Bungin, Burhan. 2006. Sosiologi Komunikasi : Teori, Paradigma, dan Diskursus


Teknologi Komunikasi di Masyarakat. Jakarta : Kencana Prenada media
group.

McQuail, Denis.1991. Teori Komunikasi Massa : Suatu Pengantar.


Diterjemahkan Aminuddin Ram. Jakarta : Erlangga.

Mönks, JF & Pflüger, R (2005): Gifted Education in 21 European Country:


Inventory and Persfective. Netherland : Radboud University Nijmegen.

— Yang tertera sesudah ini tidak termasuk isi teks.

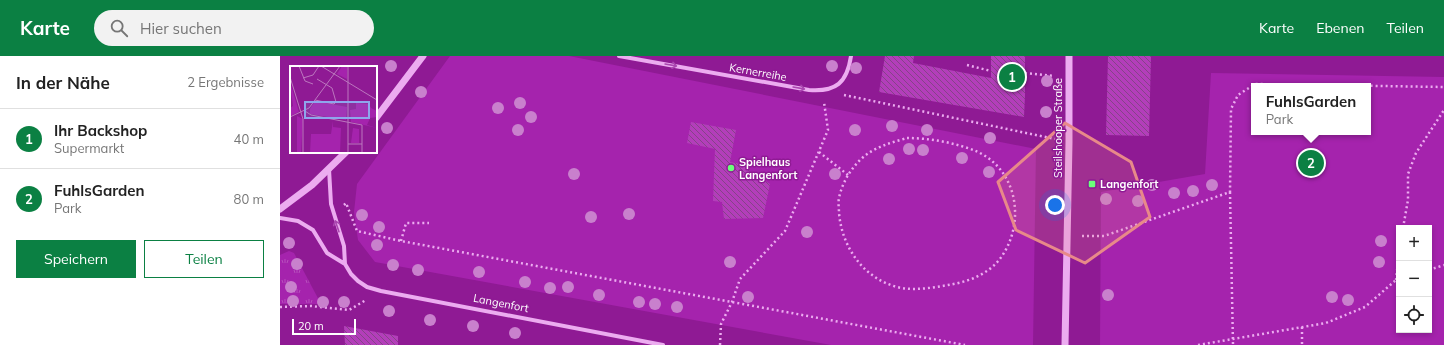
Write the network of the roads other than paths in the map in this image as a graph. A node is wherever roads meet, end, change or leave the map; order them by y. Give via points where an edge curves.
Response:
1 (423, 56) edge
2 (618, 56) edge
3 (851, 56) edge
4 (1069, 56) edge
5 (377, 117) edge
6 (345, 153) edge
7 (329, 169) junction
8 (280, 210) edge
9 (280, 218) edge
10 (345, 264) junction
11 (664, 345) edge
12 (1065, 345) edge

1 - 5 street
2 -> 3 street, Kernerreihe via 823,91 837,85 844,78
4 - 12 street, Steilshooper Straße
6 - 7 street
7 - 8 street
10 -> 7 street via 344,246 333,214 329,191
9 - 10 street, Langenfort via 298,222 313,230 327,253
10 - 11 street, Langenfort via 358,281 381,291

Nasution, Zulkarimen. 2002. Komunikasi Pembangunan : pengenalan Teori dan


Penerapannya. Jakarta : RajaGrafindo Persada.

Soekanto, Soerjono. 2002. Sosiologi : Suatu Pengantar. Jakarta : RajaGrafindo


Persada.

Van Tiel, Julia. 2007. Pengalaman pengasuhan dan pendidikan anak gifted
dengan disinkronitas perkembangan di Belanda. Makalah Seminar Trend
Perubahan Dunia Pendidikan Khusus : Deteksi dan Pendidikan gifted and
talented children. Tanggal 3 Maret 2007 di Jakarta.